Why I am voting for Lieberman on August 9th:
Does this matter? In a way, that's the question at the heart of Lieberman's reelection struggle. In the '90s, Lieberman proved a crucial check against his party's worst instincts. In the Bush era, by contrast, he has proved a poor check against the GOP's. While, in the Clinton era, he was often prophetic in recognizing the threat to liberal values posed by enemies overseas, in the Bush era he has been slow in recognizing the threat to liberal values posed by adversaries at home. For Lieberman's activist opponents, his failure to challenge Republicans aggressively--especially on Iraq and torture--is all that matters. The idea that he might deserve reelection because in the past he usefully challenged Democrats seems downright perverse at a time when Democrats have no power.
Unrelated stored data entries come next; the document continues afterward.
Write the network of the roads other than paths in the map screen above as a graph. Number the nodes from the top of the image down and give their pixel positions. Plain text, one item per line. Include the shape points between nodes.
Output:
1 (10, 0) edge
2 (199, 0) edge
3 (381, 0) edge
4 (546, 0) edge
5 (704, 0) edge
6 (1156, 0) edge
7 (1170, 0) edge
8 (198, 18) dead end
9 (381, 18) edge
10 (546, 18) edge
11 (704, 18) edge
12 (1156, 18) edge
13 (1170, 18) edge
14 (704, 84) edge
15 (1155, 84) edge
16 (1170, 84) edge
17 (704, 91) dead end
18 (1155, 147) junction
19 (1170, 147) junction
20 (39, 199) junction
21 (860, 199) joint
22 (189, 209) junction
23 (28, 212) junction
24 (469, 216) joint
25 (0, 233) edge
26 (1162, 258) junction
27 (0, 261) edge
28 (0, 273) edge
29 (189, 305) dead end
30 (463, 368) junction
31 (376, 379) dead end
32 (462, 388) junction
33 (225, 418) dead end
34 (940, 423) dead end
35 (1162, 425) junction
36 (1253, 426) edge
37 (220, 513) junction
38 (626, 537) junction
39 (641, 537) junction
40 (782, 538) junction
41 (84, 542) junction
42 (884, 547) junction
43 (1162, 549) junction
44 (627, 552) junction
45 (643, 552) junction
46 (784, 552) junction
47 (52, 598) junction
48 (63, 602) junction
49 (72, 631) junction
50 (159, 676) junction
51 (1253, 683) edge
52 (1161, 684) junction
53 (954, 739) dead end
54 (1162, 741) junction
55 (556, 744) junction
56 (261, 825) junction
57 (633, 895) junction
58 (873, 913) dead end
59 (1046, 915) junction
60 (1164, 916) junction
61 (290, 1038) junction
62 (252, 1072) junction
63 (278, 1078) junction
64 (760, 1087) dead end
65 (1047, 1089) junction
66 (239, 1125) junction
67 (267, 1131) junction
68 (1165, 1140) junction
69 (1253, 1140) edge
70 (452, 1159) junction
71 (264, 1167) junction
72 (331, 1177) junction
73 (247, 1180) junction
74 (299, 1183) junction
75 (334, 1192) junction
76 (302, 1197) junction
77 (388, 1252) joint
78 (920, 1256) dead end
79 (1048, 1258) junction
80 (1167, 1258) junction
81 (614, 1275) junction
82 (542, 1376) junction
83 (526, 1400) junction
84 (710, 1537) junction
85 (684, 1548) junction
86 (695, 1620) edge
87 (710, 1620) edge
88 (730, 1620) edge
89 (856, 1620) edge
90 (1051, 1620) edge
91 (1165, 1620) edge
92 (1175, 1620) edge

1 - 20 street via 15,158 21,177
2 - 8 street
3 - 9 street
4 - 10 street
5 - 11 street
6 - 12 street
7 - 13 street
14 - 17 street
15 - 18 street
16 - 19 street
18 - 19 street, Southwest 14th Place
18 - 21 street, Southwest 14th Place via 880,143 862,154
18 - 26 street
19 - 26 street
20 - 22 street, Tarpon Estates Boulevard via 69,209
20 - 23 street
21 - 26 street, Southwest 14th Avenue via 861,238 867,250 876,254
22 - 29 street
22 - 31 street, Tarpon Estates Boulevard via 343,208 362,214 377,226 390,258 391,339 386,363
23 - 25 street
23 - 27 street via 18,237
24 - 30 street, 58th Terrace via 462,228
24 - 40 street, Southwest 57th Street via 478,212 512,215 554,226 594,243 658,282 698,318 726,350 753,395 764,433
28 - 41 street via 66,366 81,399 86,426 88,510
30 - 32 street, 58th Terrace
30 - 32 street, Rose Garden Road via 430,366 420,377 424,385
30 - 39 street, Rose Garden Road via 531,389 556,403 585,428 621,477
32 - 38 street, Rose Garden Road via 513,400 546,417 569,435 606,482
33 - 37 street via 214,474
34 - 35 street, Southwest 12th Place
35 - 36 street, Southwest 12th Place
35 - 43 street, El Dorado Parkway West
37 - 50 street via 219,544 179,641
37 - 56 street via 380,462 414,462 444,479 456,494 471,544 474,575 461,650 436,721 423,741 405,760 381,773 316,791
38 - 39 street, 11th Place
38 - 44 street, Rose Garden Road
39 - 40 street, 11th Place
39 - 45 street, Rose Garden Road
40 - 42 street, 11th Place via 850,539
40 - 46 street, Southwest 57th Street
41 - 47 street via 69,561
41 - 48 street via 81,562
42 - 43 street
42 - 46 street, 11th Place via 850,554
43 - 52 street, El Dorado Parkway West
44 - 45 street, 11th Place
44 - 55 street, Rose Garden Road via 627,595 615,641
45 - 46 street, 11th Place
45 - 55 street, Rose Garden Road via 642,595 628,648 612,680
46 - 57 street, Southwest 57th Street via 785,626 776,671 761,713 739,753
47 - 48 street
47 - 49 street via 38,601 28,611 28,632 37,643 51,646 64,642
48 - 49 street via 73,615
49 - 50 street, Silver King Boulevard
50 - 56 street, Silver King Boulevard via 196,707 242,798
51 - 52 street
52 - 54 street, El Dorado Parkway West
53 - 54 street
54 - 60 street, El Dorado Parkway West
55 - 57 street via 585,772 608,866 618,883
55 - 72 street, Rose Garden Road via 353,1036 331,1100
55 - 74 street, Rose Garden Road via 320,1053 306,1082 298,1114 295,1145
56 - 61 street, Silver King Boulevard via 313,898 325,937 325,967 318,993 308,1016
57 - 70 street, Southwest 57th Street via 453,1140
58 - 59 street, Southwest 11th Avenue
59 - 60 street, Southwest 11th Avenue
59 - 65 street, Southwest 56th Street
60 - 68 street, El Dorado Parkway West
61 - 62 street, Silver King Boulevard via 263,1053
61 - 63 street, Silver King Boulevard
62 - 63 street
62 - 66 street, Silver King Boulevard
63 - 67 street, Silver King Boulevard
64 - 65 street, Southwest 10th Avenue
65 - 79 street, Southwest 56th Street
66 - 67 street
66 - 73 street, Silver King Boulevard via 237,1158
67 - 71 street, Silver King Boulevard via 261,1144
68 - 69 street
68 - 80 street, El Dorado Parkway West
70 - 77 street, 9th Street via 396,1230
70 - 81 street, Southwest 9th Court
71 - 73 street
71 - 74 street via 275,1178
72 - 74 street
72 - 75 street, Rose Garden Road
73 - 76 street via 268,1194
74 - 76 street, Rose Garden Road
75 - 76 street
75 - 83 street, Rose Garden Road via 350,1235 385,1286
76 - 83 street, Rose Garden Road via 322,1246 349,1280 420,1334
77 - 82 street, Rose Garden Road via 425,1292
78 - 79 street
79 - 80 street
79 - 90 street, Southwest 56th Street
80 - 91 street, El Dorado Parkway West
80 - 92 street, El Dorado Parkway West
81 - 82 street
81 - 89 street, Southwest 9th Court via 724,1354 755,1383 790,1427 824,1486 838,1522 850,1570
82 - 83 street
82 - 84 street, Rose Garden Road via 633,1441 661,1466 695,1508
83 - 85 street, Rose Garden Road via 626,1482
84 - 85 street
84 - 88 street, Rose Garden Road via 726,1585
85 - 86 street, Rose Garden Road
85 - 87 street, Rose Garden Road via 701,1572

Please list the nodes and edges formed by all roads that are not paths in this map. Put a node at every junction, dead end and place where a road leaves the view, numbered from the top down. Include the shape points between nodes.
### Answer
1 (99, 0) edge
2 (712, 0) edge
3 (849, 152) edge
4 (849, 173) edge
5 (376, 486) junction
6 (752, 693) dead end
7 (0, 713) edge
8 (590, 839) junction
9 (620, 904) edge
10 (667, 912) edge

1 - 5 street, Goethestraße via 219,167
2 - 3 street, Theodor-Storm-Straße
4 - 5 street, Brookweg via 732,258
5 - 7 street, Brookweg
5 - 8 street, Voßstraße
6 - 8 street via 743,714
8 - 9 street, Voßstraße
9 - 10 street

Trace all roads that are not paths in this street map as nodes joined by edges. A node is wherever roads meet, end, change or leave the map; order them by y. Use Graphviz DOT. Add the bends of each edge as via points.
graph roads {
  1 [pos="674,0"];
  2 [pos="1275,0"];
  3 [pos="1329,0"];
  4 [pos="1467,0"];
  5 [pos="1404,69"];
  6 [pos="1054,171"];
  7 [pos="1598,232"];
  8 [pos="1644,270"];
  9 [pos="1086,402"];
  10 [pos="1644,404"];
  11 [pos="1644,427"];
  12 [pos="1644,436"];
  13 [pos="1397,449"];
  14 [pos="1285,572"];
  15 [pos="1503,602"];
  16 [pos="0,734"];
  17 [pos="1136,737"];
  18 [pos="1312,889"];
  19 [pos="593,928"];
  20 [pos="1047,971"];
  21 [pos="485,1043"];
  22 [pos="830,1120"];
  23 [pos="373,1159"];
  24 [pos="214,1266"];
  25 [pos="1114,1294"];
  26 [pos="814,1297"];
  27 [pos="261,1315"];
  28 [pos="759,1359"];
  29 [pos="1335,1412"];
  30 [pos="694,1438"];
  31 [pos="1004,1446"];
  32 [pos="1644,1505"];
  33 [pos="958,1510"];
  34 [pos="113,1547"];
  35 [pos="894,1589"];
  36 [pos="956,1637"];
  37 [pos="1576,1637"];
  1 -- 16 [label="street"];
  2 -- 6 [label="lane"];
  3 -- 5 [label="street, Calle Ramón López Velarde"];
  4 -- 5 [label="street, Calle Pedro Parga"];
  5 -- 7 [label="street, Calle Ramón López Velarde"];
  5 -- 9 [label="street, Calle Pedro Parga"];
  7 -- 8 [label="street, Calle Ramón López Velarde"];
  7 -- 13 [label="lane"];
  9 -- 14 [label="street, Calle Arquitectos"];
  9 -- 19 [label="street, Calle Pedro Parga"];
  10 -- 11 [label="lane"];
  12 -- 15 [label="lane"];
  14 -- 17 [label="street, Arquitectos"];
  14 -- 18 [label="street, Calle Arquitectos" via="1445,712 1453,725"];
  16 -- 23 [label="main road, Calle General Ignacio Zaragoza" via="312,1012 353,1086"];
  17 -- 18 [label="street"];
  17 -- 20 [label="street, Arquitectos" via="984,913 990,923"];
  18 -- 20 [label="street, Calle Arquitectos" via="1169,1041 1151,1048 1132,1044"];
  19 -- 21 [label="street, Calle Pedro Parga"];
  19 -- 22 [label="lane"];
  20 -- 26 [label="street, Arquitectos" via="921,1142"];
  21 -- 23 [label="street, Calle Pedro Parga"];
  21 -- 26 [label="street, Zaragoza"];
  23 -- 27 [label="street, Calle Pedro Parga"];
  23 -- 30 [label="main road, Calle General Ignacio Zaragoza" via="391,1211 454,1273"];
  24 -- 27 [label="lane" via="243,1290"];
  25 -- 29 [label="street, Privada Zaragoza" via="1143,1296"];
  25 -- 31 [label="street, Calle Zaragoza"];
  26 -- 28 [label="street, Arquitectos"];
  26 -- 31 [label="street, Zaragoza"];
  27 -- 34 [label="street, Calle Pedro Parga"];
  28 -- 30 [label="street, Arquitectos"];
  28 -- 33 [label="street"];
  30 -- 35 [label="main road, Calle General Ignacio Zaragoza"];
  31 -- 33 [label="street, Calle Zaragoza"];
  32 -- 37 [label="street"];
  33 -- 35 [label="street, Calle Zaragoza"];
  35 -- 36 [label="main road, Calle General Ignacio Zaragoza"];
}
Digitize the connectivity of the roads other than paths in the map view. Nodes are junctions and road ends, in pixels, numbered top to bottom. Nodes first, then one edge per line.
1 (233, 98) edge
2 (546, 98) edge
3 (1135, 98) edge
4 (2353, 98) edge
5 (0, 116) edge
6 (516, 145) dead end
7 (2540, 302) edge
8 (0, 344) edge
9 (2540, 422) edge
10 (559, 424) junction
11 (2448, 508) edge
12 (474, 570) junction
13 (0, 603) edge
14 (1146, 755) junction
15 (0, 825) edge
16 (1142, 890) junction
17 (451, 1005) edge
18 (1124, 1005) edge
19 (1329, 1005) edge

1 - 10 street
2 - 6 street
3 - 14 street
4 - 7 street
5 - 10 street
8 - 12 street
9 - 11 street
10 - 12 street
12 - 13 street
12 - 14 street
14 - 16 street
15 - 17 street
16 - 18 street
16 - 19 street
The best argument against Lieberman is that, by acting the same way in the radically conservative Bush era as he did in the moderately liberal Clinton one, his liberal iconoclasm has morphed from a strength into a weakness. The best argument for him is that, with Bush's power on the wane, and Democrats resurgent, that iconoclasm may soon become necessary again--to keep liberals from learning so much from Iraq that they forget Bosnia and from becoming so defined by their opposition to Bush's politics that they forget Clinton's. Some of this comes down to historical perspective. Liberals who encountered Hubert Humphrey in 1948, when he defended civil rights at the Democratic convention, generally admired him in a way that liberals who encountered him in 1968, when he defended the Vietnam war, never did. So it is with Joe Lieberman today. I understand why liberal activists cannot forgive him for being defiantly wrong on Iraq. But I will always remember him as the man whose house was picketed by liberal activists during another Iraq war, and who stood defiant and isolated and right.
Read it all, a very well written essay on why you should both love and hate Lieberman, but either way, you should vote for him. Too bad it seems like a lost cause
: I will, of course, be voting August 8th, not the 9th as I declare above.